Updated 4:02 p.m. | The Defense Department is taking $1.5 billion from what officials there are calling lower-priority programs and redirecting it toward projects aimed at securing the U.S.-Mexico border, according to a Pentagon budget document.
The shift brings to $2.5 billion the amount of defense money diverted to date for the border wall project, with up to $3.6 billion more to come from military construction projects under President Donald Trump’s national emergency declaration issued in January.
The latest $1.5 billion budget maneuver was detailed in a Thursday Defense Department reprogramming request obtained by CQ Roll Call. The money would be moved into the Pentagon’s counter-drug account; Trump can use existing statutory authority to take that money, but it’s short on funds and therefore needs a cash infusion first.
The money is needed, the document says, for “higher priority items based on unforeseen military requirements” — including fencing, roads and lighting — and is “necessary in the national interest.”

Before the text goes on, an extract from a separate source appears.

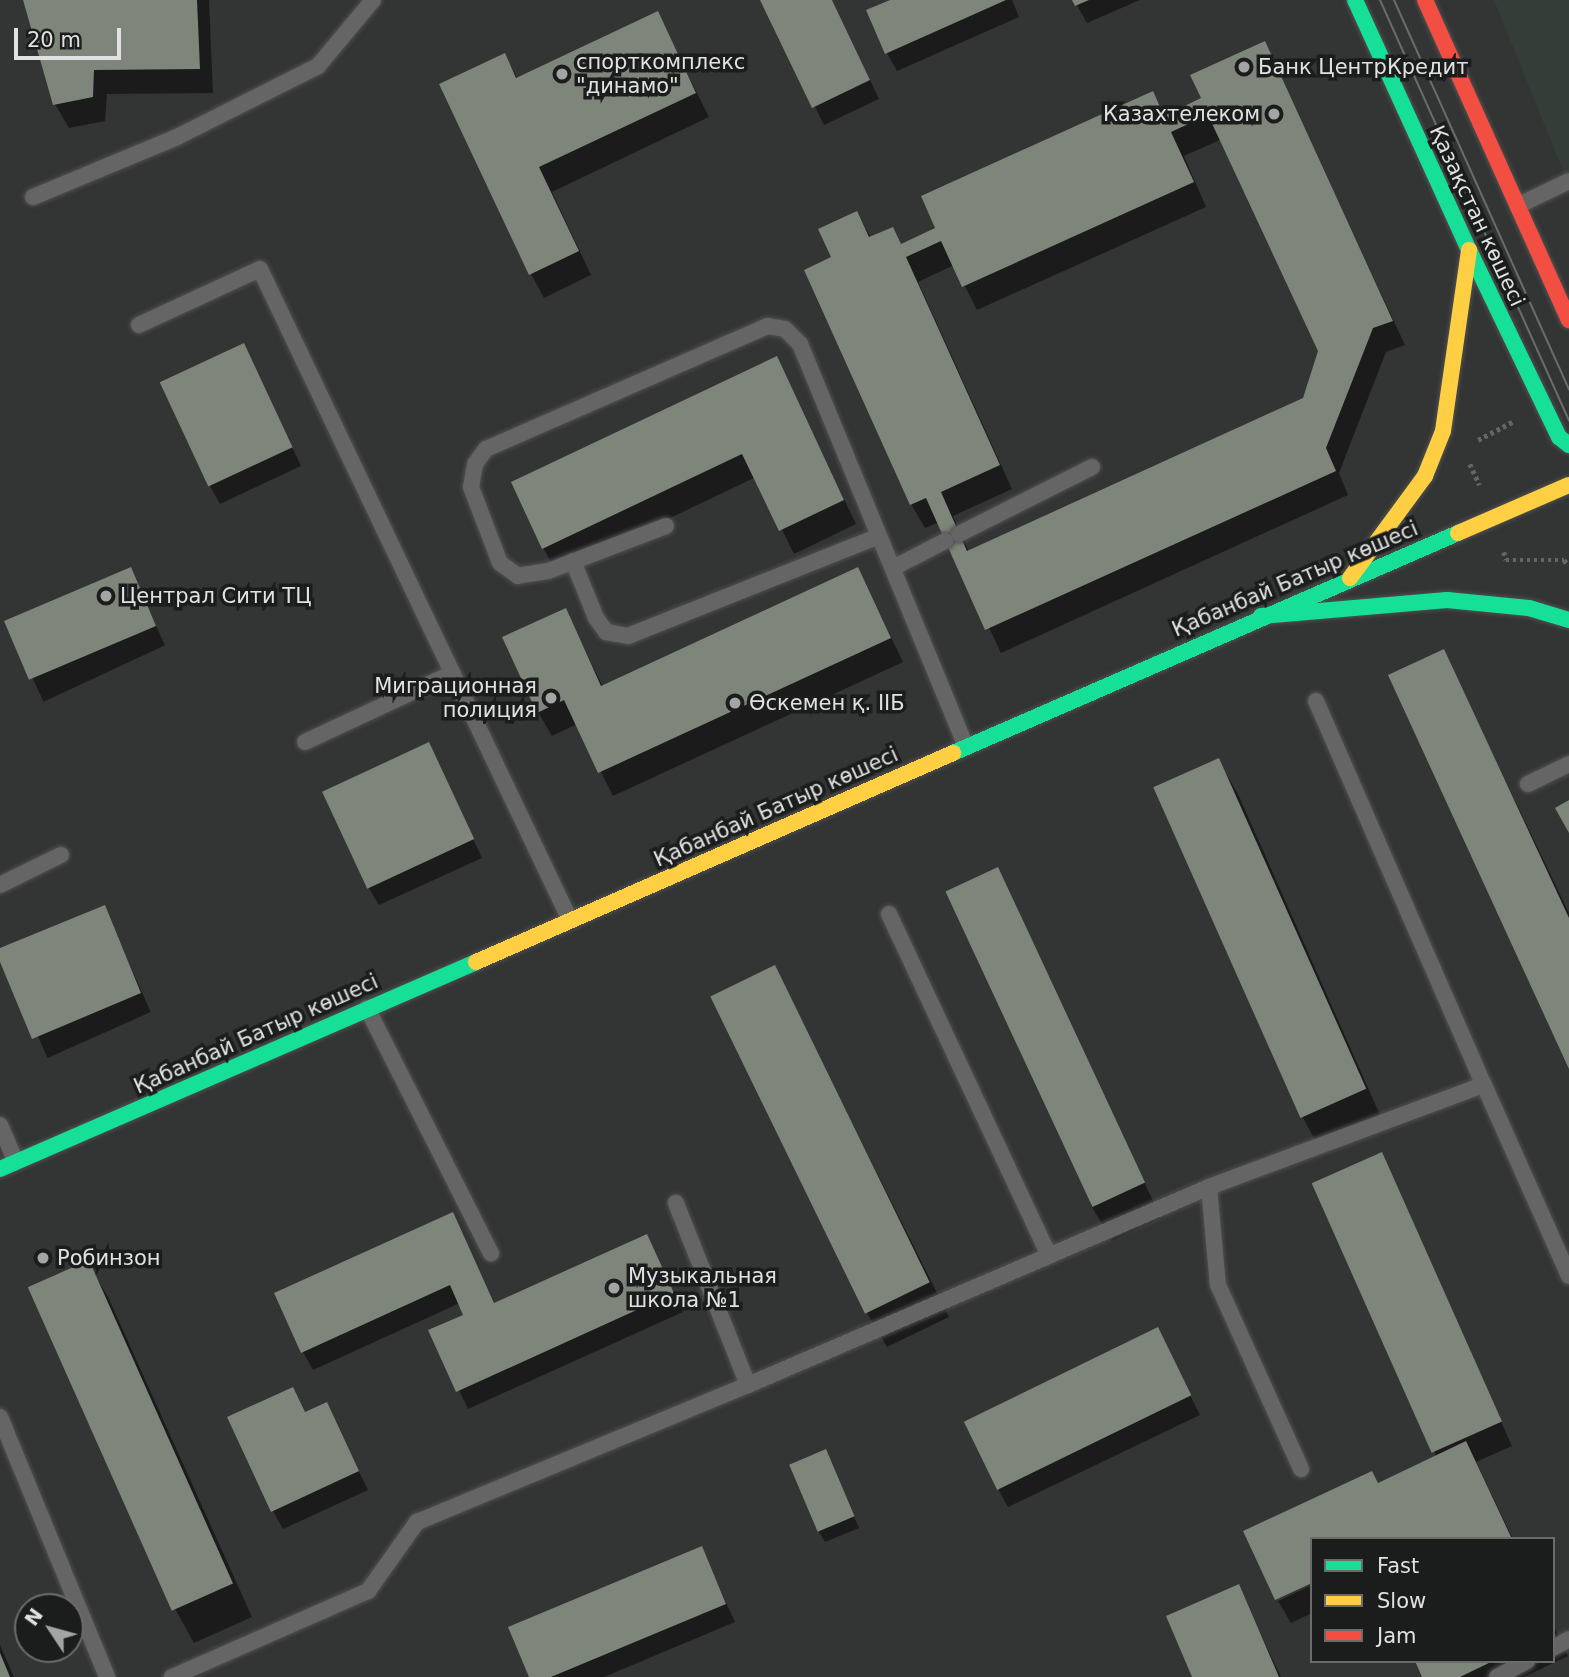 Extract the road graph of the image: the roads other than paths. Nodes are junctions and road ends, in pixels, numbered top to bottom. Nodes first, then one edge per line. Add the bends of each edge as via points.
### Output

Acting Defense Secretary Patrick Shanahan announced the move Friday and said the money would be used to build some 80 miles of border wall.
“The funds were drawn from a variety of sources, including cost savings, programmatic changes and revised requirements, and therefore will have minimal impact on force readiness,” Shanahan said in a statement.
Democrats, notably including Sen. Richard J. Durbin of Illinois, the top Democrat on the Appropriations Defense Subcommittee, are not pleased with the budget shift.
“Today, the Defense Department will divert another $1.5 billion from our military to the ‘big & beautiful’ border wall,” Durbin tweeted Friday. “The Pentagon has now reprogrammed 12 times more money to the wall than for repairs at Tyndall AFB, destroyed by Hurricane Michael. We should put troops first!”
The entire Democratic membership of the Defense and Military Construction-VA subcommittees joined Durbin in a letter to Shanahan criticizing the move.
“In addition to the unilateral process being used for the second time in two months, we have concerns that this reprogramming comes at the expense of the readiness of the Armed Forces,” the senators wrote Friday. “We are dismayed that the Department has chosen to prioritize a political campaign promise over the disaster relief needs of our service members, given the finite reprogramming authority available.”
The Democrats also took umbrage at the fact Shanahan made the announcement the day after testifying on the Pentagon budget request.
The $1.5 billion was moved from a number of different programs into the Pentagon’s counter-drug account. The Pentagon document says the Department of Homeland Security needs the money for projects aimed at fighting drug trafficking.
The Pentagon had previously moved $1 billion from the Army personnel budget into the counter-drug account, bringing the total moved there so far to $2.5 billion.
The single biggest bill-payer for Friday’s $1.5 billion installment was $604 million that had been appropriated for training and equipping Afghan security forces. The Pentagon document said previously unanticipated savings had been found in the Afghan program.
The second biggest source was $251 million from a program to dismantle old chemical weapons.
Other sources of funds were military personnel programs as well as missile, rocket and aircraft initiatives where money turned up due to contract savings or because delays made it unlikely the Pentagon could spend the money this fiscal year, the document says.